Description of the task: Filter the records below for the word "大曲工場通". Copy each line that holds it.

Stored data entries
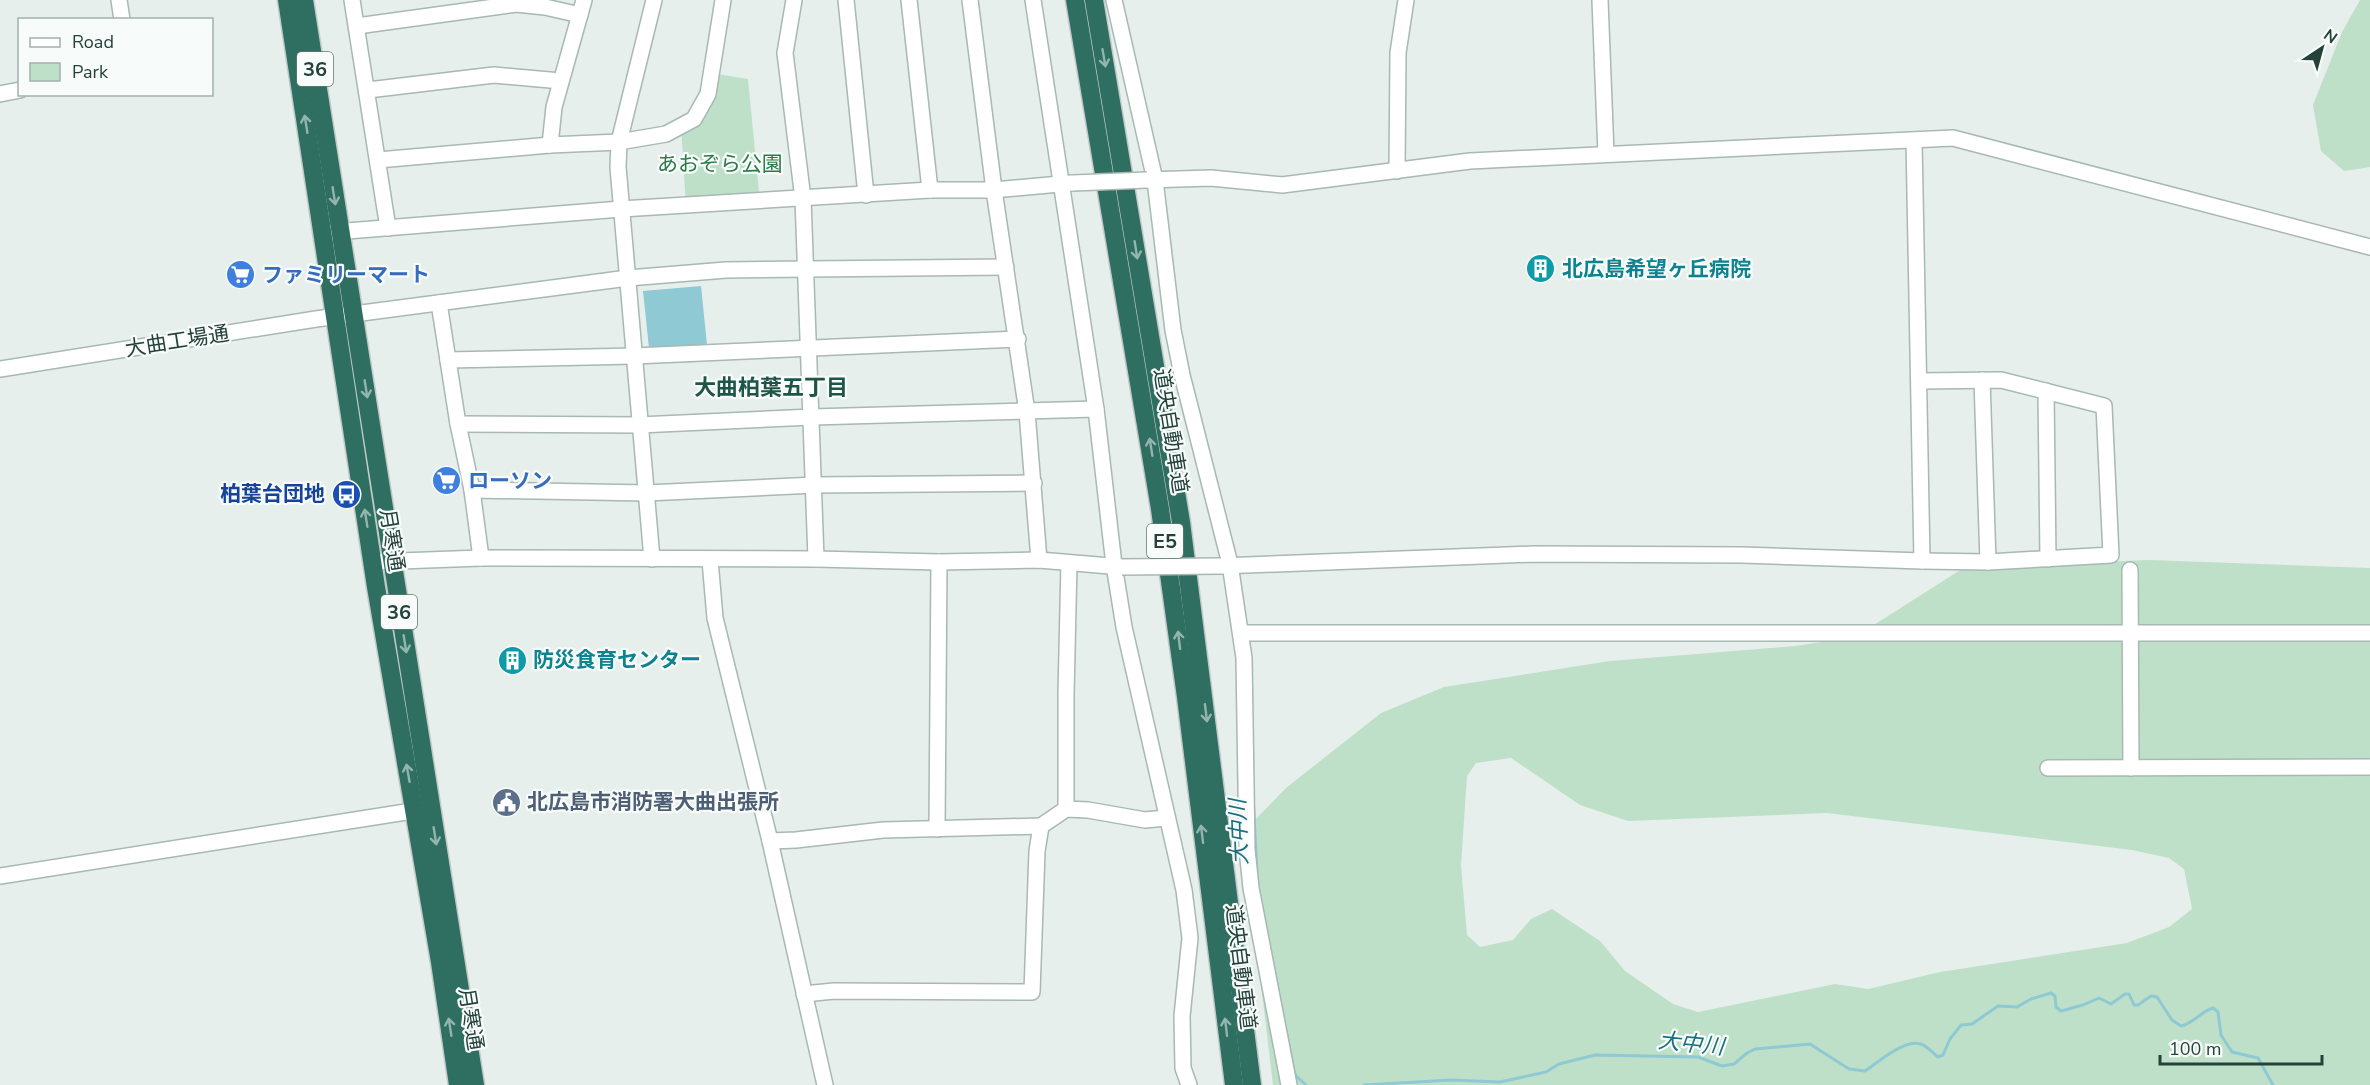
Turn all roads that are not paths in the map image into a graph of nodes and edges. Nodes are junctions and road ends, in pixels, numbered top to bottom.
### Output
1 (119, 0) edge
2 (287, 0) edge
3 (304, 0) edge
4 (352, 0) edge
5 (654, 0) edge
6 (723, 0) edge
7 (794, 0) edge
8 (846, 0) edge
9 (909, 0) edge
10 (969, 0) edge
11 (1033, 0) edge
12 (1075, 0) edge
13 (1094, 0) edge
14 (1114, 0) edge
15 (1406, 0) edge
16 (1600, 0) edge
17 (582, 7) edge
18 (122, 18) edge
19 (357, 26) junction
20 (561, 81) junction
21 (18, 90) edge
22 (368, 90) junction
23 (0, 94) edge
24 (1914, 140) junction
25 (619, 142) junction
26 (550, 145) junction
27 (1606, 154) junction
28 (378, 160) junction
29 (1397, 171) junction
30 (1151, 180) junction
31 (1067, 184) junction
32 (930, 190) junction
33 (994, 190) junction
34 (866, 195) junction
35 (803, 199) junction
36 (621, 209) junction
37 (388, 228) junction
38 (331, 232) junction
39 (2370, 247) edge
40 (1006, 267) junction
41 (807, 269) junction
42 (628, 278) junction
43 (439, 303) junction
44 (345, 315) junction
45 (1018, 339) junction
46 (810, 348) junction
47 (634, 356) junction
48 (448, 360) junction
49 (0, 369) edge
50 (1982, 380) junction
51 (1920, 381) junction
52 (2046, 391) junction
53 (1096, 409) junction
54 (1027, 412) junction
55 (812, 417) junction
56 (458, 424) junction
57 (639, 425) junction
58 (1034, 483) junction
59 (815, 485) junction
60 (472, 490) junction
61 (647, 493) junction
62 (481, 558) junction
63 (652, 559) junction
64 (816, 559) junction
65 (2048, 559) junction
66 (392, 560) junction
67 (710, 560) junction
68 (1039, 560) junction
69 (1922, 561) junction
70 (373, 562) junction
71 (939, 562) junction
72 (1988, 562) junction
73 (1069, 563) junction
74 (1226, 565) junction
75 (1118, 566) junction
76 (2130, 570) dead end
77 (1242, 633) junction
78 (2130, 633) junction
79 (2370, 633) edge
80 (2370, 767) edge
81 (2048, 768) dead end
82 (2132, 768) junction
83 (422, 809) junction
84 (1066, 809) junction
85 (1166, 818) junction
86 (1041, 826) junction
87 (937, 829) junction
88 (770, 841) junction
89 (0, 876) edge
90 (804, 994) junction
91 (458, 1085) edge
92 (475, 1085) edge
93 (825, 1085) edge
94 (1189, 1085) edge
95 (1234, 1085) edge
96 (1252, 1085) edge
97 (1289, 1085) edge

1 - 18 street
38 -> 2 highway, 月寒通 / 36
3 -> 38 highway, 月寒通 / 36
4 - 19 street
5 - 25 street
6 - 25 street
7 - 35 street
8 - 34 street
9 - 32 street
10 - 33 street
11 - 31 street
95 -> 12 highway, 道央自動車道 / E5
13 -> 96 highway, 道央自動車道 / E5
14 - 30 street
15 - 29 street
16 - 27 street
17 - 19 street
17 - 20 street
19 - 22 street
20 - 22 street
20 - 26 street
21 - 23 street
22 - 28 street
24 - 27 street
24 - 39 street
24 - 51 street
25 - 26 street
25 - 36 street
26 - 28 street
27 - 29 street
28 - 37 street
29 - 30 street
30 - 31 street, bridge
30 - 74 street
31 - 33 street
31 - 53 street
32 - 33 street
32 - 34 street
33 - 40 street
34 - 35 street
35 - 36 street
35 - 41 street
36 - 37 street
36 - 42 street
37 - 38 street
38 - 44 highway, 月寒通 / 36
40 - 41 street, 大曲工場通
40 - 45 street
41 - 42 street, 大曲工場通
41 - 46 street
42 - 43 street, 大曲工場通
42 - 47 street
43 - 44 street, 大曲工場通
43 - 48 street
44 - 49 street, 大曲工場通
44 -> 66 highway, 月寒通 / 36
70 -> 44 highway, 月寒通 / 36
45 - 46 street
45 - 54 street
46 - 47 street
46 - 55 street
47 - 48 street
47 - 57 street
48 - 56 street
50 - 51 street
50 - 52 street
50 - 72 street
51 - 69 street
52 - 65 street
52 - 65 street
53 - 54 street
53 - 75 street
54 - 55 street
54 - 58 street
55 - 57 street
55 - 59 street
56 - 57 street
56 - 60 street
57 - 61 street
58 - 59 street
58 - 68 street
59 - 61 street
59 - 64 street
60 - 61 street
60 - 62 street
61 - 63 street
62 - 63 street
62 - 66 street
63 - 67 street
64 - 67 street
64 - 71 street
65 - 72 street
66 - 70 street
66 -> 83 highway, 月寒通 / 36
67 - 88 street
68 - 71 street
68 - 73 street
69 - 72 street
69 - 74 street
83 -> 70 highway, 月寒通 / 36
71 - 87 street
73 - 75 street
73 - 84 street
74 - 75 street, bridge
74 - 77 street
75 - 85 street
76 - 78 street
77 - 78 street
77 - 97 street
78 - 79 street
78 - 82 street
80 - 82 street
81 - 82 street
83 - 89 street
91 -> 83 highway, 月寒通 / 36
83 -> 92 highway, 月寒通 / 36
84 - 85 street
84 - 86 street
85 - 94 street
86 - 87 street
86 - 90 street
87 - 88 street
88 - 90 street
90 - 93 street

Solution for this exercise:
40 - 41 street, 大曲工場通
41 - 42 street, 大曲工場通
42 - 43 street, 大曲工場通
43 - 44 street, 大曲工場通
44 - 49 street, 大曲工場通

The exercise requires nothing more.